When asked for comment on Joslin’s termination, a spokesperson for Yosemite National Park said the National Park Service, which oversees Yosemite, “is pursuing administrative action against multiple National Park Service employees for failing to follow National Park Service regulations.” The spokesperson did not immediately respond to an additional question about which regulations the employees allegedly violated. The NPS did not immediately respond to a request for comment.
Joslin, who is 35 and had been going to the park for years prior to working there, has written Yosemite climbing guidebooks and volunteered to work overtime to help issue hiking permits and manage traffic in the park. As a wildlife biologist, they managed the park’s “big wall bats” program, to study how bats use cliffs and protect them from a deadly disease called white-nose syndrome.
Joslin said they came up with the idea to hang the trans pride flag on El Capitan in the spring after President Donald Trump issued a variety of executive orders targeting trans people, including orders to change the federal definition of sex to exclude trans identities, restrict access to trans health care and prohibit trans women from competing in female sports.

Joslin said the flag display, which they organized with other LGBTQ climbers and advocates and participated in outside of work hours, was intended to celebrate trans people and show that everyone is welcome in the nation’s parks.
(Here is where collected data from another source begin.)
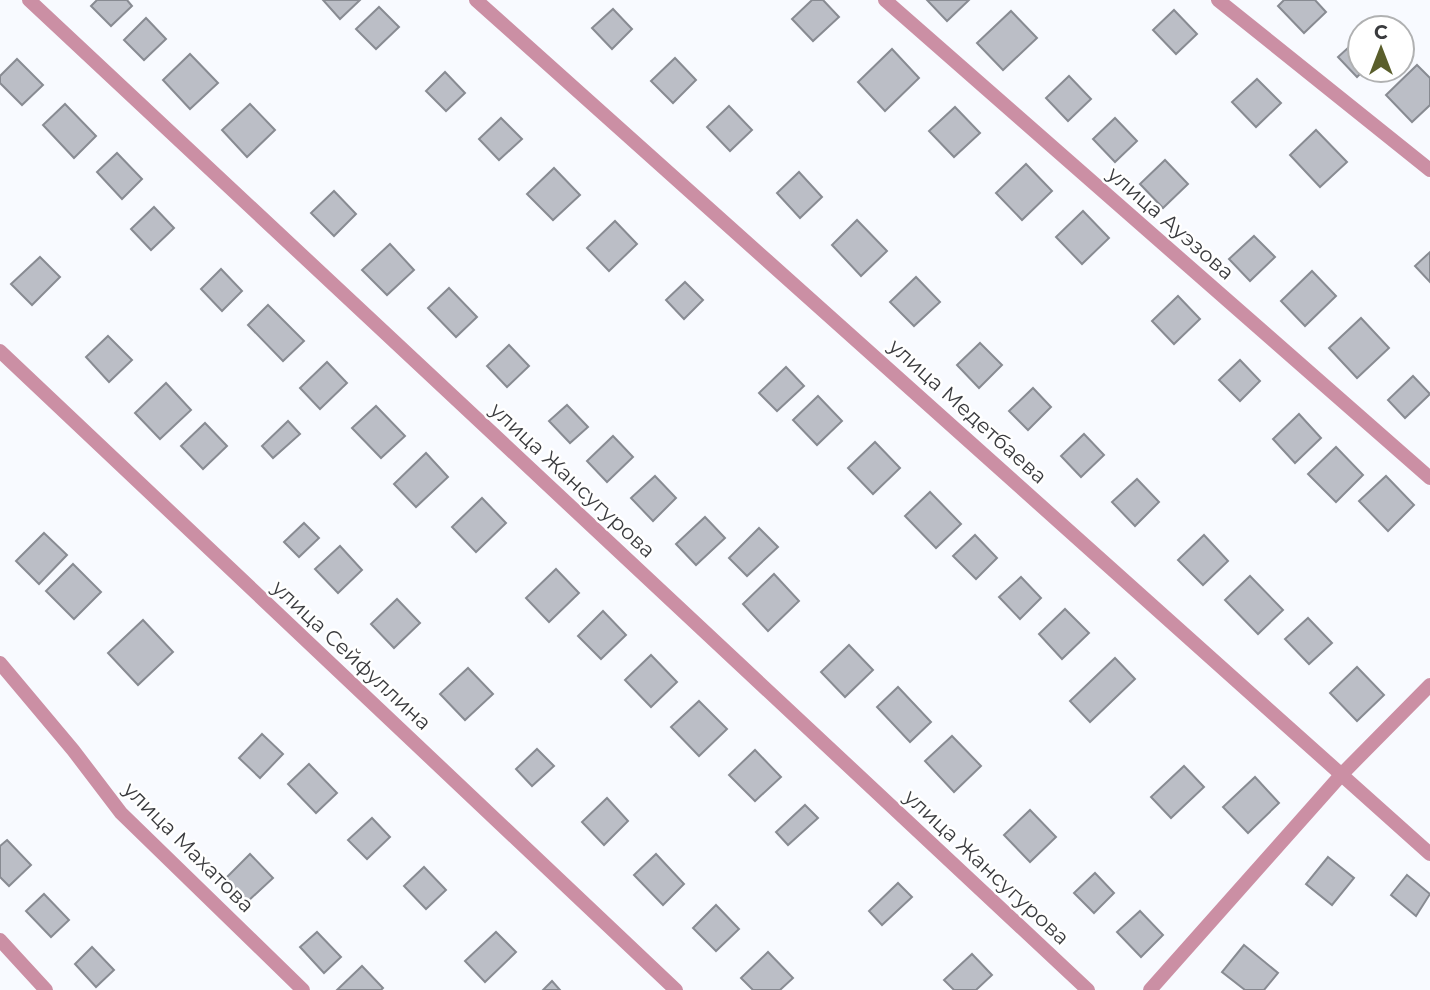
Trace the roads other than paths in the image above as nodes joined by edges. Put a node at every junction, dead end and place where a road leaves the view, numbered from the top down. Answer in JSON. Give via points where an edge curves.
{"nodes":[{"id":1,"x":29,"y":0,"type":"edge"},
{"id":2,"x":476,"y":0,"type":"edge"},
{"id":3,"x":885,"y":0,"type":"edge"},
{"id":4,"x":1218,"y":0,"type":"edge"},
{"id":5,"x":1430,"y":170,"type":"edge"},
{"id":6,"x":0,"y":351,"type":"edge"},
{"id":7,"x":1430,"y":478,"type":"edge"},
{"id":8,"x":0,"y":663,"type":"edge"},
{"id":9,"x":1430,"y":684,"type":"edge"},
{"id":10,"x":1342,"y":774,"type":"junction"},
{"id":11,"x":1430,"y":854,"type":"edge"},
{"id":12,"x":0,"y":940,"type":"edge"},
{"id":13,"x":46,"y":990,"type":"edge"},
{"id":14,"x":303,"y":990,"type":"edge"},
{"id":15,"x":676,"y":990,"type":"edge"},
{"id":16,"x":1088,"y":990,"type":"edge"},
{"id":17,"x":1150,"y":990,"type":"edge"}],
"edges":[{"from":1,"to":16,"type":"street","name":"улица Жансугурова"},
{"from":2,"to":10,"type":"street","name":"улица Медетбаева"},
{"from":3,"to":7,"type":"street","name":"улица Ауэзова"},
{"from":4,"to":5,"type":"street"},
{"from":6,"to":15,"type":"street","name":"улица Сейфуллина"},
{"from":8,"to":14,"type":"street","name":"улица Махатова","via":[[121,813]]},
{"from":9,"to":10,"type":"street"},
{"from":10,"to":11,"type":"street","name":"улица Медетбаева"},
{"from":10,"to":17,"type":"street"},
{"from":12,"to":13,"type":"street"}]}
The flag was up on El Capitan for about two hours when park officials told the climbers to remove it, though the climbers said at the time that they were not told that they had broken any park rules.
About a week after the display, Joslin said, park leadership told them they were the subject of a criminal investigation into the hanging of the flag. After that investigation, Acting Deputy Superintendent Danika Globokar fired Joslin due to their participation in what leadership described as the “flag demonstration,” Joslin said.
Joslin said they asked for evidence proving that the flag display was a demonstration but said leadership did not provide any.
They also cited the long history of a variety of flags being flown on the rock’s face, including by park employees. For example, park employees flew an upside-down U.S. flag during Yosemite’s firefall event in February to protest the Trump administration’s cuts of National Park Service employees. A group of activists also raised a “Stop the genocide” flag on El Capitan in support of Palestinians in Gaza in June 2024.

There was no policy prohibiting the display of flags on El Capitan until the day after Joslin and their team hung the trans flag, when the National Park Service issued a new rule banning the hanging of large flags in wilderness areas. Yosemite leadership updated the 2024 Superintendent’s Compendium to include the update.
“Hanging flags has been a tradition that climbers have done on El Cap for decades, and that’s both individuals who are visiting the park, but also employees that are on their off time,” Joslin said. “There’s never been any kind of ramifications to any of those flag hanging activities. I’m the only one who’s been fired for it.”
Joslin said two other NPS employees, including one who works in Yosemite and another who works in a different park, are under investigation for helping to display the trans flag.
Joslin said being fired from a federal position will hurt their ability to work for the government, or any other park, in the future. They plan to seek legal counsel to try to contest the decision, citing an executive order Trump issued on the first day of his presidency to protect free speech and end federal censorship.
“I’m going to fight this tooth and nail,” Joslin said. “I think that everyone as Americans should be upset about this, and it doesn’t matter who I am or what my identity is, this is a matter of free speech.”